# Tritium desorption in fusion reactor walls

In this example, we look at the ability of `twinLab` to model the [desorption](https://en.wikipedia.org/wiki/Desorption) (the physical process where a previously adsorbed substance is released from a surface) of tritium (a radioactive isotope of hydrogen) in the wall of a nuclear fusion reactor. Fusion generates almost no radioactive waste, and the little waste that it does produce has a short half-life. However, the interior of the reactor wall is bombarded by a high-neutron flux during fusion, far higher than any naturally-occurring radioactive process, and therefore the properties of materials under high neutron bombardment are unknown. Computer simulations are required to understand the material properties in such extreme circumstances, but simulations are expensive in terms of computational power, and cannot be run at every point in parameter space under consideration. `twinLab` can be used to train simulation surrogate models using data from a sparse array of simulations. This allows for meaningful interpolation and extrapolation to unexplored regions of parameter space, together with a calibrated uncertainty estimate on the accuracy of the simulation surrogate.

First, import the required libraries

In [None]:
# Standard imports
import os
from pprint import pprint

# Third-party imports
import numpy as np
import matplotlib.pyplot as plt
import pandas as pd

# Project imports
import twinlab as tl

Now, define some parameters. We need to provide `twinLab` with locations of data files (in `.csv` format) and directories, together with a chosen surrogate campaign name (here `ukaea`) and a list of the input parameters that we are going to use as inputs to our model. Here these 5 parameters are $E_1$, $E_2$, $E_3$, $n_1$, and $n_2$ and quantify properties of the material that can trap tritium nuclei. The $E_i$ parameters are energies while the $n_i$ parameters are particle number densities. $E_1$ and $n_1$ pertain to the same trap, as do $E_2$ and $n_2$, but in the model parameterized by $E_3$ the value of $n_3$ is calculated internally, and evolves with time, and therefore this is not an input parameter for our training regime.

In [None]:
# Files and file paths
file_train = os.path.join("resources", "datasets", "ukaea.csv")
campaign_dir = os.path.join("resources", "campaigns", "ukaea")
file_grid = os.path.join(campaign_dir, "grid.csv")
# file_eval = campaign_dir + "eval.csv"
# file_eval = campaign_dir + "post.csv"
file_eval = os.path.join(campaign_dir, "test.csv")

# Parameters
dataset_id = "fusion"
campaign_id = dataset_id
inputs = ["E1", "E2", "E3", "n1", "n2"]

Load the necessary data from `.csv` files for training and plotting

In [None]:
df_train = pd.read_csv(file_train)
df_eval = pd.read_csv(file_eval)
df_grid = pd.read_csv(file_grid, header=None)
display(df_train)

Next, we create the parameter dictionary that we need to give to run twinLab.  At a minimum the user must provide the `filename` of the dataset on which we want to train our model (`.csv` format), together with the columns that we will take to be the `inputs` and `outputs` of our model, once that is trained. By default, `twinLab` will use all of the data for training. This latter choice can be overridden by adding e.g., `train_test_split=1000` so that only the first 1000 entries in `filename` are used for training, and the remaining examples are then used for internal model evaluation.
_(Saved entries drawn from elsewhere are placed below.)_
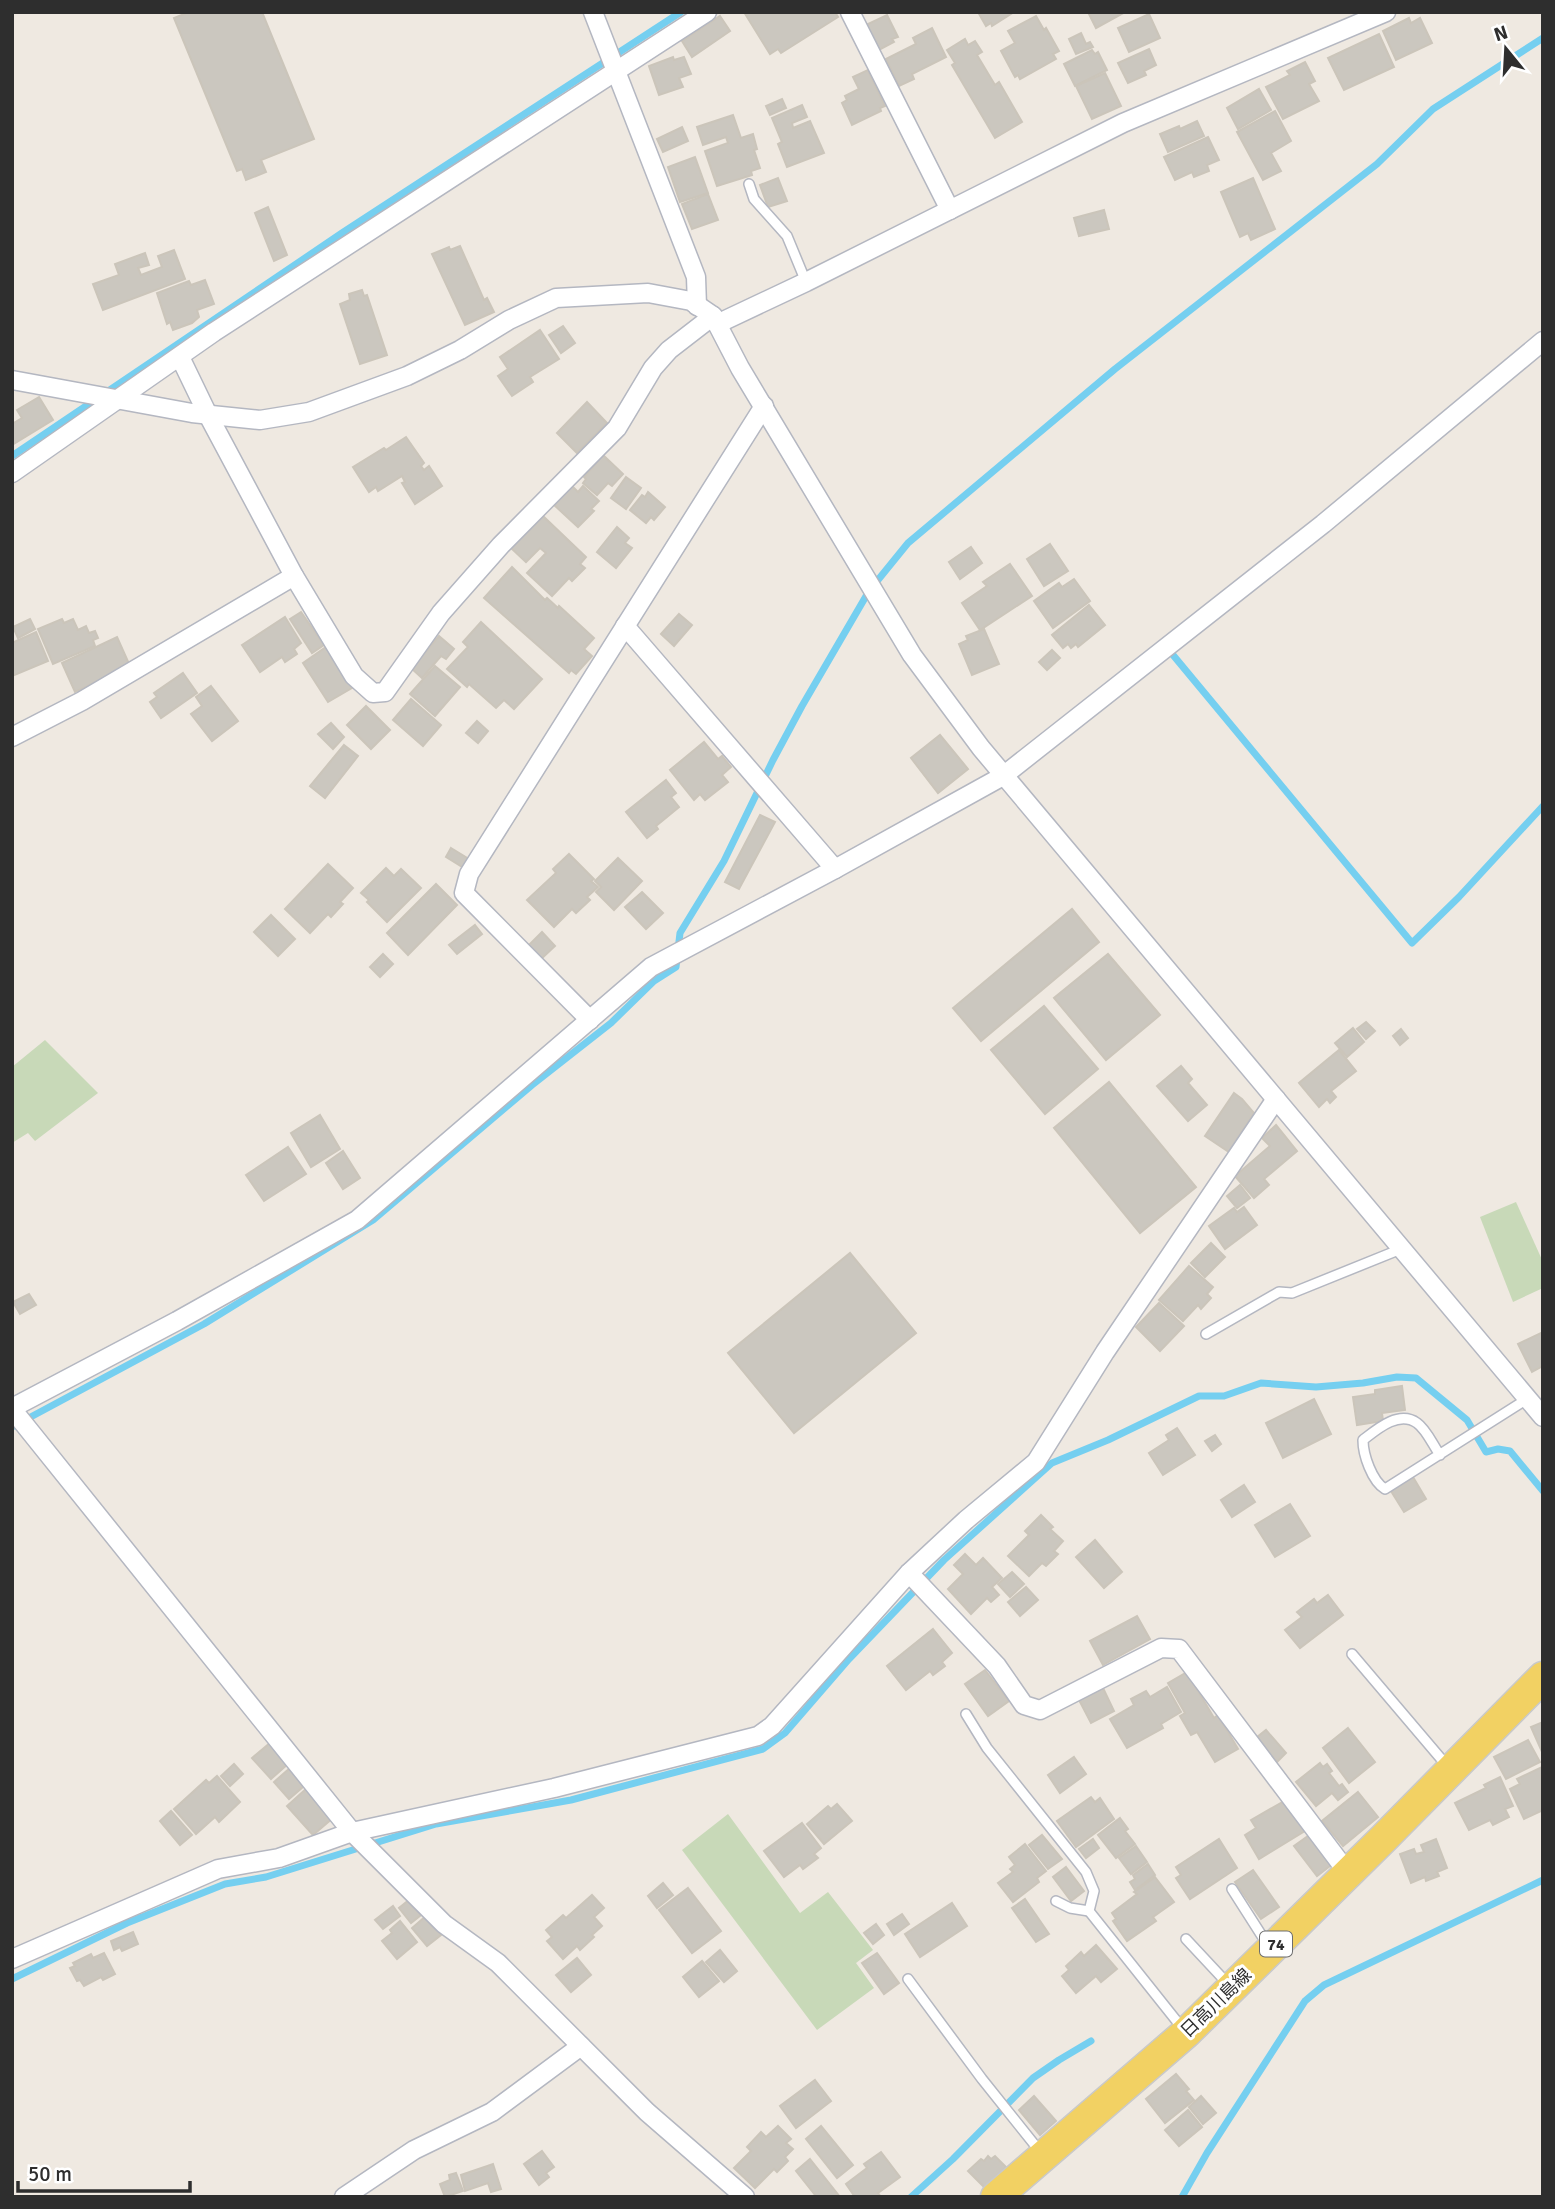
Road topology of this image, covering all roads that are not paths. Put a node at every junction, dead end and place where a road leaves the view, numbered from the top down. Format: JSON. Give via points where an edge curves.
{"nodes":[{"id":1,"x":593,"y":12,"type":"edge"},
{"id":2,"x":708,"y":12,"type":"edge"},
{"id":3,"x":850,"y":12,"type":"edge"},
{"id":4,"x":1383,"y":13,"type":"edge"},
{"id":5,"x":617,"y":70,"type":"junction"},
{"id":6,"x":749,"y":184,"type":"dead end"},
{"id":7,"x":950,"y":210,"type":"junction"},
{"id":8,"x":806,"y":282,"type":"junction"},
{"id":9,"x":697,"y":306,"type":"junction"},
{"id":10,"x":715,"y":320,"type":"junction"},
{"id":11,"x":1543,"y":341,"type":"edge"},
{"id":12,"x":180,"y":357,"type":"junction"},
{"id":13,"x":12,"y":380,"type":"edge"},
{"id":14,"x":120,"y":400,"type":"junction"},
{"id":15,"x":764,"y":406,"type":"junction"},
{"id":16,"x":208,"y":415,"type":"junction"},
{"id":17,"x":12,"y":473,"type":"edge"},
{"id":18,"x":294,"y":576,"type":"junction"},
{"id":19,"x":625,"y":625,"type":"junction"},
{"id":20,"x":12,"y":737,"type":"edge"},
{"id":21,"x":1003,"y":776,"type":"junction"},
{"id":22,"x":835,"y":869,"type":"junction"},
{"id":23,"x":590,"y":1020,"type":"junction"},
{"id":24,"x":1276,"y":1099,"type":"junction"},
{"id":25,"x":1401,"y":1249,"type":"junction"},
{"id":26,"x":1206,"y":1334,"type":"dead end"},
{"id":27,"x":1527,"y":1399,"type":"junction"},
{"id":28,"x":12,"y":1408,"type":"edge"},
{"id":29,"x":1543,"y":1417,"type":"edge"},
{"id":30,"x":1440,"y":1455,"type":"junction"},
{"id":31,"x":909,"y":1573,"type":"junction"},
{"id":32,"x":1352,"y":1654,"type":"dead end"},
{"id":33,"x":1543,"y":1676,"type":"edge"},
{"id":34,"x":966,"y":1714,"type":"dead end"},
{"id":35,"x":1451,"y":1770,"type":"junction"},
{"id":36,"x":352,"y":1832,"type":"junction"},
{"id":37,"x":1348,"y":1873,"type":"junction"},
{"id":38,"x":1232,"y":1889,"type":"dead end"},
{"id":39,"x":1056,"y":1900,"type":"dead end"},
{"id":40,"x":1089,"y":1911,"type":"junction"},
{"id":41,"x":1186,"y":1939,"type":"dead end"},
{"id":42,"x":1270,"y":1950,"type":"junction"},
{"id":43,"x":12,"y":1959,"type":"edge"},
{"id":44,"x":908,"y":1979,"type":"dead end"},
{"id":45,"x":1231,"y":1988,"type":"junction"},
{"id":46,"x":1186,"y":2033,"type":"junction"},
{"id":47,"x":581,"y":2046,"type":"junction"},
{"id":48,"x":1043,"y":2155,"type":"junction"},
{"id":49,"x":344,"y":2197,"type":"edge"},
{"id":50,"x":745,"y":2197,"type":"edge"},
{"id":51,"x":996,"y":2197,"type":"edge"}],
"edges":[{"from":1,"to":5,"type":"street"},
{"from":2,"to":5,"type":"street"},
{"from":3,"to":7,"type":"street"},
{"from":4,"to":7,"type":"street","via":[[1123,123]]},
{"from":5,"to":9,"type":"street","via":[[696,277]]},
{"from":5,"to":12,"type":"street"},
{"from":6,"to":8,"type":"lane","via":[[754,199],[787,236]]},
{"from":7,"to":8,"type":"street"},
{"from":8,"to":10,"type":"street"},
{"from":9,"to":10,"type":"street"},
{"from":9,"to":16,"type":"street","via":[[648,293],[556,298],[407,376],[309,412],[260,421]]},
{"from":10,"to":15,"type":"street"},
{"from":10,"to":18,"type":"street","via":[[669,350],[653,368],[617,428],[475,574],[385,692],[373,693],[354,676]]},
{"from":11,"to":21,"type":"street","via":[[1323,524]]},
{"from":12,"to":14,"type":"street"},
{"from":12,"to":16,"type":"street"},
{"from":13,"to":14,"type":"street"},
{"from":14,"to":16,"type":"street"},
{"from":14,"to":17,"type":"street"},
{"from":15,"to":19,"type":"street"},
{"from":15,"to":21,"type":"street","via":[[912,656]]},
{"from":16,"to":18,"type":"street"},
{"from":18,"to":20,"type":"street"},
{"from":19,"to":22,"type":"street"},
{"from":19,"to":23,"type":"street","via":[[469,874],[464,893]]},
{"from":21,"to":22,"type":"street"},
{"from":21,"to":24,"type":"street"},
{"from":22,"to":23,"type":"street","via":[[651,967]]},
{"from":23,"to":28,"type":"street","via":[[357,1220]]},
{"from":24,"to":25,"type":"street"},
{"from":24,"to":31,"type":"street","via":[[1036,1462]]},
{"from":25,"to":26,"type":"lane","via":[[1292,1293],[1279,1292]]},
{"from":25,"to":27,"type":"street"},
{"from":27,"to":29,"type":"street"},
{"from":27,"to":30,"type":"lane"},
{"from":28,"to":36,"type":"street"},
{"from":30,"to":30,"type":"lane","via":[[1418,1423],[1405,1418],[1385,1423],[1363,1440],[1363,1452],[1385,1489]]},
{"from":31,"to":36,"type":"street","via":[[758,1736],[554,1788]]},
{"from":31,"to":37,"type":"street","via":[[997,1666],[1024,1705],[1040,1710],[1161,1648],[1179,1649]]},
{"from":32,"to":35,"type":"lane"},
{"from":33,"to":35,"type":"main road","name":"日高川島線","number":"74"},
{"from":34,"to":40,"type":"lane","via":[[987,1748],[1086,1872],[1094,1891]]},
{"from":35,"to":37,"type":"main road","name":"日高川島線","number":"74"},
{"from":36,"to":43,"type":"street","via":[[279,1858],[218,1869]]},
{"from":36,"to":47,"type":"street","via":[[444,1924],[498,1963]]},
{"from":37,"to":42,"type":"main road","name":"日高川島線","number":"74"},
{"from":38,"to":42,"type":"lane"},
{"from":39,"to":40,"type":"lane"},
{"from":40,"to":46,"type":"lane"},
{"from":41,"to":45,"type":"lane"},
{"from":42,"to":45,"type":"main road","name":"日高川島線","number":"74"},
{"from":44,"to":48,"type":"lane"},
{"from":45,"to":46,"type":"main road","name":"日高川島線","number":"74"},
{"from":46,"to":48,"type":"main road","name":"日高川島線","number":"74"},
{"from":47,"to":49,"type":"street","via":[[492,2112],[414,2150]]},
{"from":47,"to":50,"type":"street","via":[[647,2112]]},
{"from":48,"to":51,"type":"main road","name":"日高川島線","number":"74"}]}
In this case we are training a functional model, which means that we want to return a *function* at every point in parameter space ($E_1$, $E_2$, $E_3$, $n_1$, $n_2$). In this case, our function describes the tritium desorption rate, $D$, of the material of the reactor wall as a function of temperature (rate of emitted nuclei per reactor wall area). The training of the surrogate is agnostic to the values of reactor temperature, $T$, so we must provide this by hand (`df_grid` above, from `file_grid`). The output of our model will therefore be the function $D(T; E_1, E_2, E_3, n_1, n_2)$.

The `twinLab` model achieves this by predicting the value of $D$ at $\sim 500$ points in $T$ in a regularly-spaced grid between $300\mathrm{K}$ and $800\mathrm{K}$. The correlations between points adjacent in $T$ are incorporated naturally by the model, and `twinLab` provides a model uncertainty. Here we call the outputs `y`, rather than `D`, as per the typical data-science convention.

In [None]:
# Column headings for outputs
y_outputs = [f"y{i}" for i in range(len(df_grid))]

# Parameters
params = {
    "dataset_id": dataset_id,
    "inputs": inputs,
    "outputs": y_outputs,
    "decompose_outputs": True,
    "train_test_ratio": 0.25,
}

Now the dataset can be uploaded to the cloud

In [None]:
tl.upload_dataset(file_train, dataset_id, verbose=True)

List all of the datasets under our username to check that the upload worked

In [None]:
_ = tl.list_datasets(verbose=True)

Print some useful properties of the dataset

In [None]:
query = tl.query_dataset(dataset_id, verbose=True)
pprint(query)

Train the surrogate model, this step takes around 6 minutes.

In [None]:
tl.train_campaign(params, campaign_id, verbose=True)

List the campaigns again to ensure that training has been completed

In [None]:
_ = tl.list_campaigns(verbose=True)

Query the campaign to check how training has proceeded

In [None]:
_ = tl.query_campaign(campaign_id, verbose=True)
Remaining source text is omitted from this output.